When you first start watching Steins;Gate, you are very likely to be confused. That is okay. Good even. The characters are confused too, and one of the things this show does really well, is giving you information exactly as the characters on the show get it. So trust me, it’s worth muddling through those early episodes for the answers, and trusting that they will be given to you just as soon as the main characters learn them themselves. 

One of the other interesting aspects of Steins;Gate, is its origin as a visual novel, and how that affected it’s adaptation into a TV series. The visual novel was essentially part dating sim, an aspect that was largely removed from the plot of the show, but the result was that the overwhelming majority of its characters were still women; all distinct, detailed, and compelling in their own individual ways. 
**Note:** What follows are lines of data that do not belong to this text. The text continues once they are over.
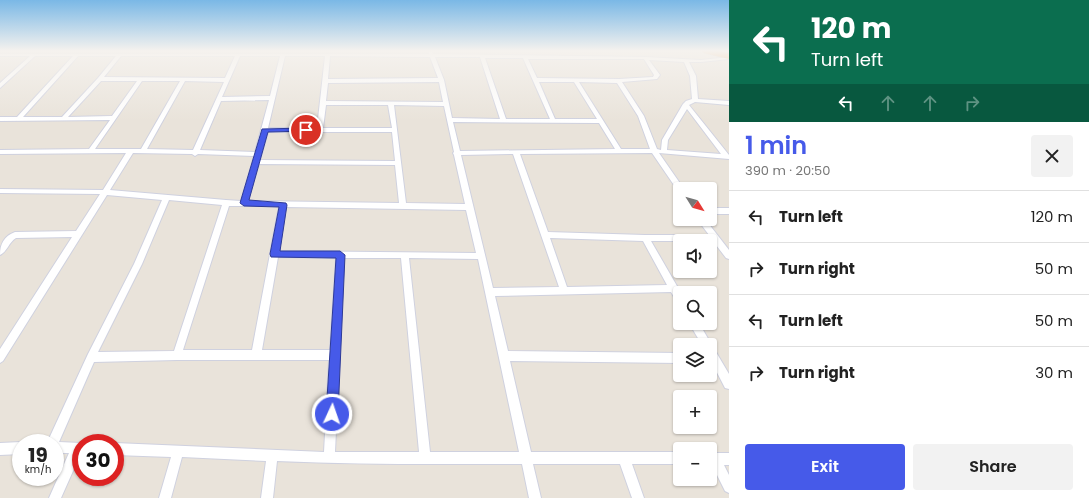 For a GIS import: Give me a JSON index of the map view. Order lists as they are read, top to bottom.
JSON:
{
  "north": "bottom right",
  "page": {
    "turn": ["120 m", "Turn left"],
    "heading": ["1 min", "390 m · 20:50"],
    "map_buttons": ["+", "−"],
    "list": [
      {
        "name": "Turn left",
        "value": "120 m"
      },
      {
        "name": "Turn right",
        "value": "50 m"
      },
      {
        "name": "Turn left",
        "value": "50 m"
      },
      {
        "name": "Turn right",
        "value": "30 m"
      }
    ],
    "speed": "19 km/h",
    "limit": "30",
    "buttons": ["Exit", "Share"]
  }
} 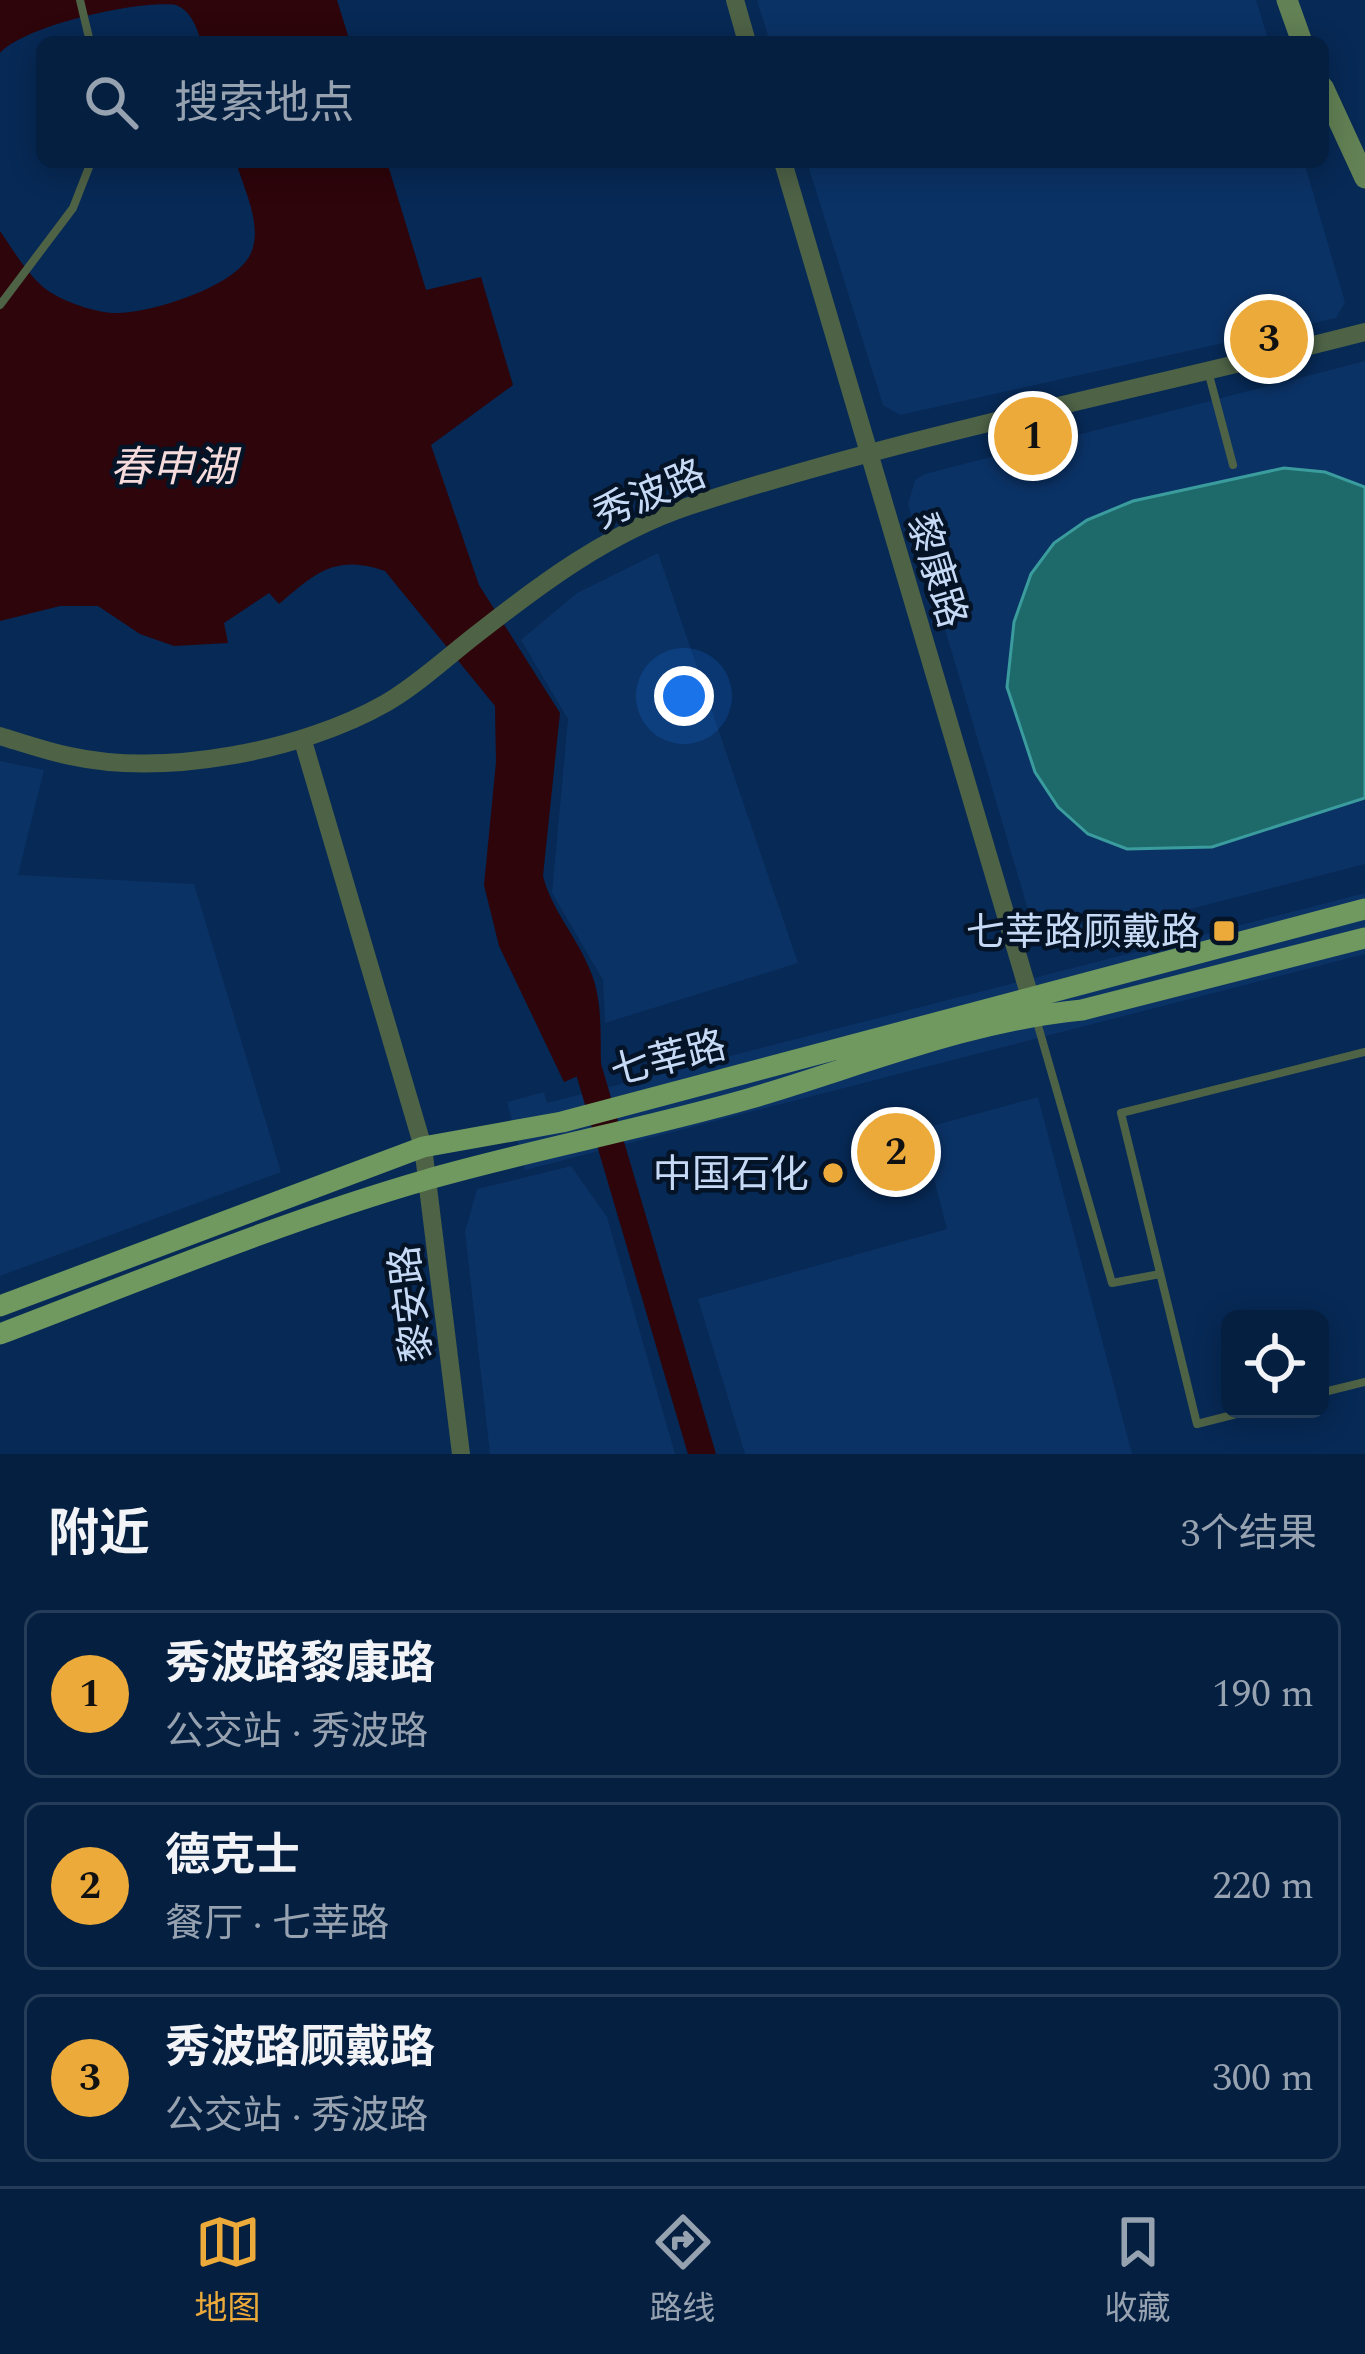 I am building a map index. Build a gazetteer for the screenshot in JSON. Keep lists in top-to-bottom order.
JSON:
{
  "streets": {
    "main road": ["七莘路"],
    "street": ["秀波路", "黎康路", "黎安路"]
  },
  "crossings": [
    ["秀波路", "黎康路"],
    ["秀波路", "黎安路"],
    ["黎康路", "七莘路"],
    ["七莘路", "黎安路"]
  ],
  "water": ["春申湖"],
  "places": {
    "transit": ["七莘路顾戴路"],
    "other": ["中国石化"]
  },
  "page": {
    "search": "搜索地点",
    "pins": ["3", "1", "2"],
    "heading": ["附近", "3个结果"],
    "list": [
      {
        "mark": "1",
        "name": "秀波路黎康路",
        "note": "公交站 · 秀波路",
        "value": "190 m"
      },
      {
        "mark": "2",
        "name": "德克士",
        "note": "餐厅 · 七莘路",
        "value": "220 m"
      },
      {
        "mark": "3",
        "name": "秀波路顾戴路",
        "note": "公交站 · 秀波路",
        "value": "300 m"
      }
    ],
    "nav": ["地图", "路线", "收藏"]
  }
} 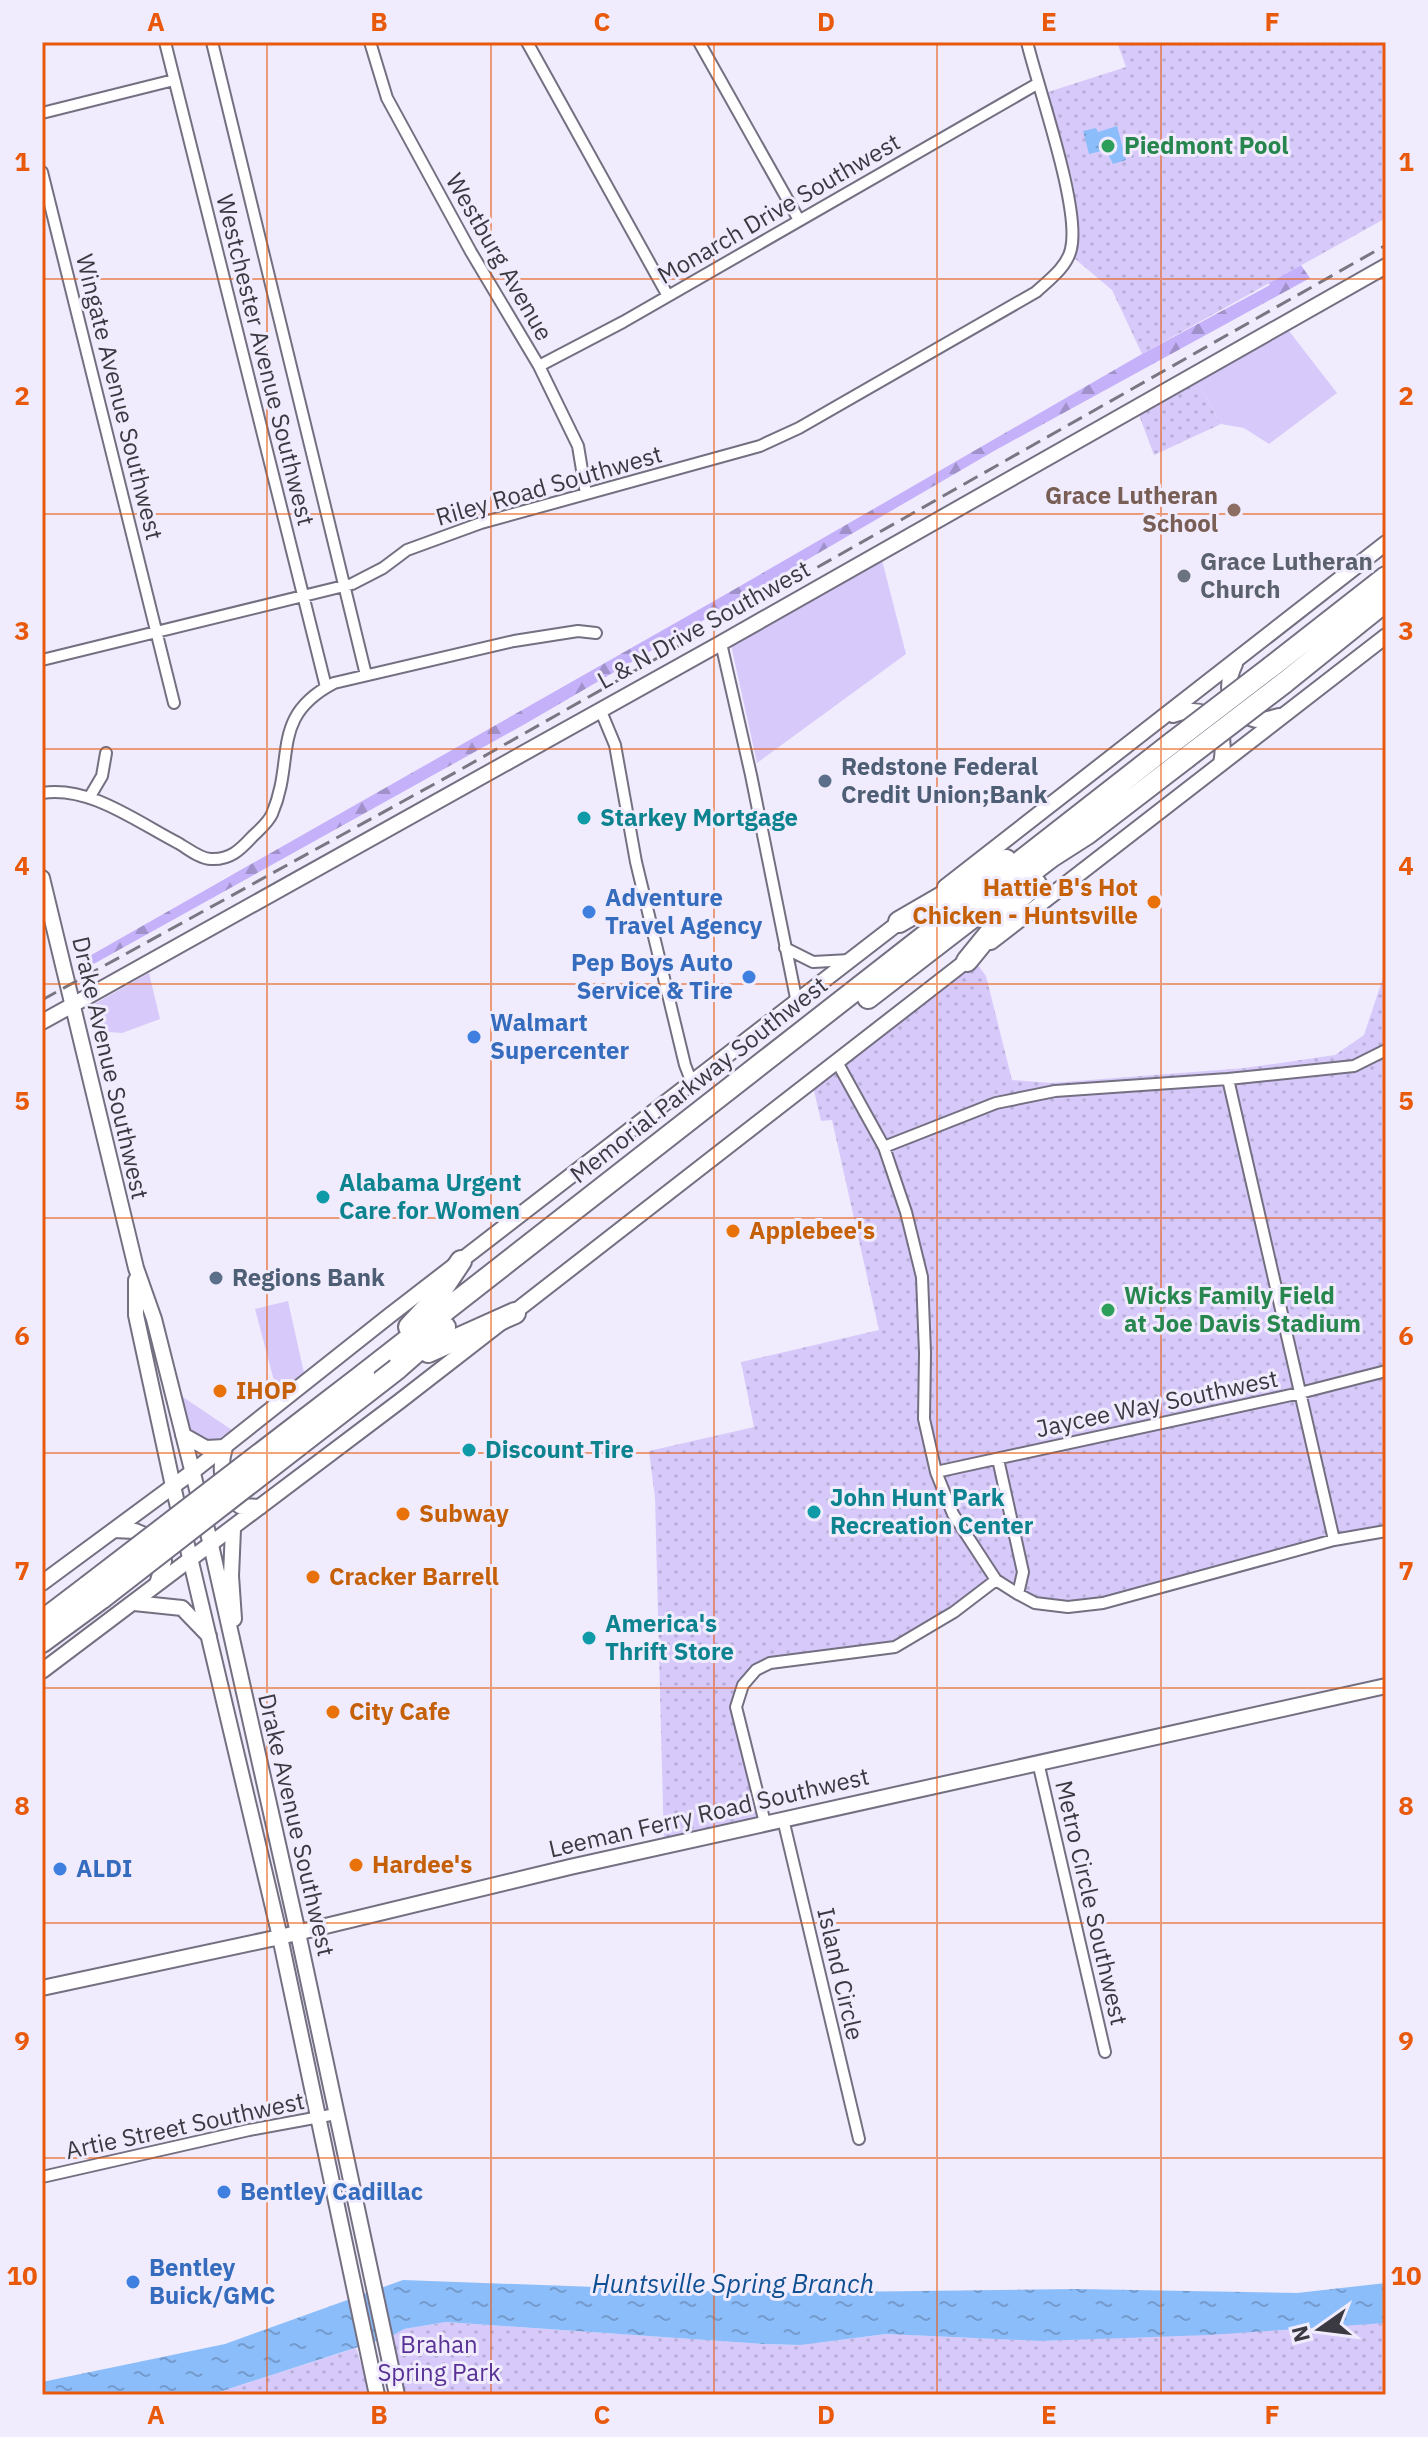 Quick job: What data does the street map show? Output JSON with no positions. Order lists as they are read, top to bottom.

Kurisu is a snarky, taking-none-of-your-bullshit, girl genius who graduated from university before she even turned 18, and has a brain the size of an airplane hangar. Suzuha is a bicycle riding tomboy with an infectious joie-de-vivre whilst simultaneously being ready to throw hands at the drop of a hat. Ruka is a sweet girl with a quiet strength, who by the way also comes out as trans (and while there are certainly aspects of this that could have been handled more respectfully, the fact that this was even a part of her character in a 10 year old anime is bananas, and the treatment of her identity was something it’s sequel series Steins;Gate 0 sought to help correct). 

Even the characters you don’t expect to be anything more than surface-level archetypes get an opportunity to prove they’re so much more than that. Mayuri first appears to be a childish, simple girl perfectly content to just do what she’s told, but she ultimately proves to have an emotional intelligence far surpassing any other member of the cast and a heart perhaps even larger than Kurisu’s brain. Faris especially isn’t a character you start the show expecting anything more from than being a cat-girl who works in a maid cafe, but whoda guessed it, Faris is actually an entrepreneur and business owner who not only owns a decent-sized chunk of this city but shaped its very culture. 

The greatest thing about Steins;Gate however, is that it may very well be the only story about time travel to create a set of rules about how it worked, and then fucking stick to them. There is a clear idea of what can and can’t be done, and when those ideas are changed, they do so because we’re figuring this shit out as we go. At no point do we directly contradict something that was previously 100% known to be a hard and fast rule. 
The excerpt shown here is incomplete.